Assignment: In the records below, which lines include "highway"? Copy them.

Given data:

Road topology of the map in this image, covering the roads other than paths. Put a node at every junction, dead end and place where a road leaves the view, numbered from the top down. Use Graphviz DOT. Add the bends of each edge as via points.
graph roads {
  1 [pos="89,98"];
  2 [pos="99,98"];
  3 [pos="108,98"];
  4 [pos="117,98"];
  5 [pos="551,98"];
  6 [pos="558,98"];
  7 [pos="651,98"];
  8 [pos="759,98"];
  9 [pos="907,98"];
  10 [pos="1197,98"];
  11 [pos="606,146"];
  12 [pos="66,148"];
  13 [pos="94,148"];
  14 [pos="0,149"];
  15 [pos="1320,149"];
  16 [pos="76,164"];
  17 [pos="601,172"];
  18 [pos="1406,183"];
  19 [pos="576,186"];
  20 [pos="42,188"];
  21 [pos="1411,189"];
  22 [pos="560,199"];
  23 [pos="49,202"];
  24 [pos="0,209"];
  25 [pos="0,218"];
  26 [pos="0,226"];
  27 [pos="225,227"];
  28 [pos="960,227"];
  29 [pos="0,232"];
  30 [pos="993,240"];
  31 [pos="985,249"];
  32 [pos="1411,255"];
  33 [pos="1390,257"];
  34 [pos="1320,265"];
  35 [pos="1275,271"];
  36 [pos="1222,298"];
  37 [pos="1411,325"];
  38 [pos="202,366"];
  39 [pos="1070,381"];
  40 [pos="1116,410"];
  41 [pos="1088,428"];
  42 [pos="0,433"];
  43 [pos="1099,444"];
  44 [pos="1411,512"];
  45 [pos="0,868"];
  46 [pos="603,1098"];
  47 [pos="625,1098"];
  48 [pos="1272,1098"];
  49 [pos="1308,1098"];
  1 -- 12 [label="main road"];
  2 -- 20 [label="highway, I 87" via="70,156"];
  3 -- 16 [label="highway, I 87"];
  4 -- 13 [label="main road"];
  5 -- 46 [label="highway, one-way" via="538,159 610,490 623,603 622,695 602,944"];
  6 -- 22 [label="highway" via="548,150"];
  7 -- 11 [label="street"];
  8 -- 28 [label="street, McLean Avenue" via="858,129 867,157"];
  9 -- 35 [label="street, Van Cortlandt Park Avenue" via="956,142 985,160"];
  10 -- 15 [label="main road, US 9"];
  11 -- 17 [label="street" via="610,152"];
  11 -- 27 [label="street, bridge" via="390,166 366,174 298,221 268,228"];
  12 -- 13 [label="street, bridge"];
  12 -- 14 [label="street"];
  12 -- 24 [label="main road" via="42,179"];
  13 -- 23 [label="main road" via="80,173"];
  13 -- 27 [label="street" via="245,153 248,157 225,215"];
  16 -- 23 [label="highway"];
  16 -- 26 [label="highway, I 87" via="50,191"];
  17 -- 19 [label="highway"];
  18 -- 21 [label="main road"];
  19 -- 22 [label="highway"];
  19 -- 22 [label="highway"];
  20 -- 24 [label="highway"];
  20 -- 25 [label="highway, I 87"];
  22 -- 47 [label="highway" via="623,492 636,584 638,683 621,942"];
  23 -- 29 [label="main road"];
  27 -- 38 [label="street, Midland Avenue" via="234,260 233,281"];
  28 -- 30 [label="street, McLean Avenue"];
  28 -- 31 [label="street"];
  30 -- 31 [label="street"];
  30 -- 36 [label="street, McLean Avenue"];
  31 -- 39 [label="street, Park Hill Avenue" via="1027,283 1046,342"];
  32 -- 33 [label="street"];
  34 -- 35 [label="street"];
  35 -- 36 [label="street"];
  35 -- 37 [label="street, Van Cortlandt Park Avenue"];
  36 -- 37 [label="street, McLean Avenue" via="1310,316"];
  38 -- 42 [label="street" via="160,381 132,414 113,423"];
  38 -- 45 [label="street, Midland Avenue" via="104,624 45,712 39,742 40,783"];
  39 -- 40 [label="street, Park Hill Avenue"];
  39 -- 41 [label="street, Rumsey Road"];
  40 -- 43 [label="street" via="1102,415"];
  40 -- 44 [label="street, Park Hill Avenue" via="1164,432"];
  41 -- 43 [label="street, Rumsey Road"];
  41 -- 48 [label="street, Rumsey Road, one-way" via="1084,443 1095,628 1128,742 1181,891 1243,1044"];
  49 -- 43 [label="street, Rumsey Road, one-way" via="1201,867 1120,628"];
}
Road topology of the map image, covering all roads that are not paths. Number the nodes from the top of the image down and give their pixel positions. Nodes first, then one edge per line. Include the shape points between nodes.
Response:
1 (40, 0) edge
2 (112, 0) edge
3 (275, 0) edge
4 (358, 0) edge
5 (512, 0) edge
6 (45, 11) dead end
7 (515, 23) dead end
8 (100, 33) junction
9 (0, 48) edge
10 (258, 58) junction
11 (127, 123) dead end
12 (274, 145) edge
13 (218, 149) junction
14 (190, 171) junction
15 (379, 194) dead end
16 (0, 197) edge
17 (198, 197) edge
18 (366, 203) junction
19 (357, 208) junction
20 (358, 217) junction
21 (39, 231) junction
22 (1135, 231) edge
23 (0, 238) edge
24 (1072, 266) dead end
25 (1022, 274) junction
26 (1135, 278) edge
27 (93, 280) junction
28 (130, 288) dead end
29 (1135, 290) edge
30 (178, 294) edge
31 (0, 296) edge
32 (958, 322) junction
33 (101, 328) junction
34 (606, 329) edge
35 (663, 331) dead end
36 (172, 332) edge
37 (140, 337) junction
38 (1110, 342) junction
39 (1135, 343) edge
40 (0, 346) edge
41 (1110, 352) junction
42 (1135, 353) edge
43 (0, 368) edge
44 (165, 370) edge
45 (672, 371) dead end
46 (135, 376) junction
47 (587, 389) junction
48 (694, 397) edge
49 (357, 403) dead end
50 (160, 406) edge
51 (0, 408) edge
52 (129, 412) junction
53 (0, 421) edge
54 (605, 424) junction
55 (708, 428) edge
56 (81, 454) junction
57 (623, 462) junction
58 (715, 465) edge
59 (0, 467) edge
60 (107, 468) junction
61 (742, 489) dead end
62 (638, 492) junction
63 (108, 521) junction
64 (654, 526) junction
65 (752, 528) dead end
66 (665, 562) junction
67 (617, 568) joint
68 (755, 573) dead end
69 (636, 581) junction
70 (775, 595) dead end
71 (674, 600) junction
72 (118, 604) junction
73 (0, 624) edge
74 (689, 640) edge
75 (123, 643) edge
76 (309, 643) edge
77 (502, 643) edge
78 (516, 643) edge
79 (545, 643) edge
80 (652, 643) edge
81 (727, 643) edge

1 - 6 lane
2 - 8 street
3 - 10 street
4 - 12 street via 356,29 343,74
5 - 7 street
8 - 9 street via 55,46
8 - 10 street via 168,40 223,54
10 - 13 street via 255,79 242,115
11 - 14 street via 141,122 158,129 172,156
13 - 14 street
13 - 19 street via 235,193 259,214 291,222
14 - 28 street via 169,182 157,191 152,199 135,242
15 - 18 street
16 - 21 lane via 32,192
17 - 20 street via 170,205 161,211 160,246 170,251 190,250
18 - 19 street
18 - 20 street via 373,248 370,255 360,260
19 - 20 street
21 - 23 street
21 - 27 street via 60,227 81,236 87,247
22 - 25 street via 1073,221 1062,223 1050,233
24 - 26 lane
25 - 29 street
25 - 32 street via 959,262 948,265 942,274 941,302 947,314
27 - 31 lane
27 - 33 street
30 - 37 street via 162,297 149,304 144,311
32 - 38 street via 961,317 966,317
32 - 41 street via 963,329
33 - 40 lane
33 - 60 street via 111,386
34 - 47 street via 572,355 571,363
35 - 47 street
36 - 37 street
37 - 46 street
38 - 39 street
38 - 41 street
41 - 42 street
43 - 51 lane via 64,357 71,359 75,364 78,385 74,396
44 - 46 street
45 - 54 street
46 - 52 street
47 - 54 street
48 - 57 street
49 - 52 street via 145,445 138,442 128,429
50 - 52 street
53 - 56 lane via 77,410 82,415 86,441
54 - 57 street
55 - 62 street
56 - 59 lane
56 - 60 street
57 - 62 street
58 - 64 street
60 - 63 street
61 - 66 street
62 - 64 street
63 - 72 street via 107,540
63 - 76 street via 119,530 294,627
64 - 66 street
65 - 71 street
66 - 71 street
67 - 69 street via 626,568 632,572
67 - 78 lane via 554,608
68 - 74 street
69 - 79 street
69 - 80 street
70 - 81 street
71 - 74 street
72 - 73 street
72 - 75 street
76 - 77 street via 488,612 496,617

Task response:
  2 -- 20 [label="highway, I 87" via="70,156"];
  3 -- 16 [label="highway, I 87"];
  5 -- 46 [label="highway, one-way" via="538,159 610,490 623,603 622,695 602,944"];
  6 -- 22 [label="highway" via="548,150"];
  16 -- 23 [label="highway"];
  16 -- 26 [label="highway, I 87" via="50,191"];
  17 -- 19 [label="highway"];
  19 -- 22 [label="highway"];
  19 -- 22 [label="highway"];
  20 -- 24 [label="highway"];
  20 -- 25 [label="highway, I 87"];
  22 -- 47 [label="highway" via="623,492 636,584 638,683 621,942"];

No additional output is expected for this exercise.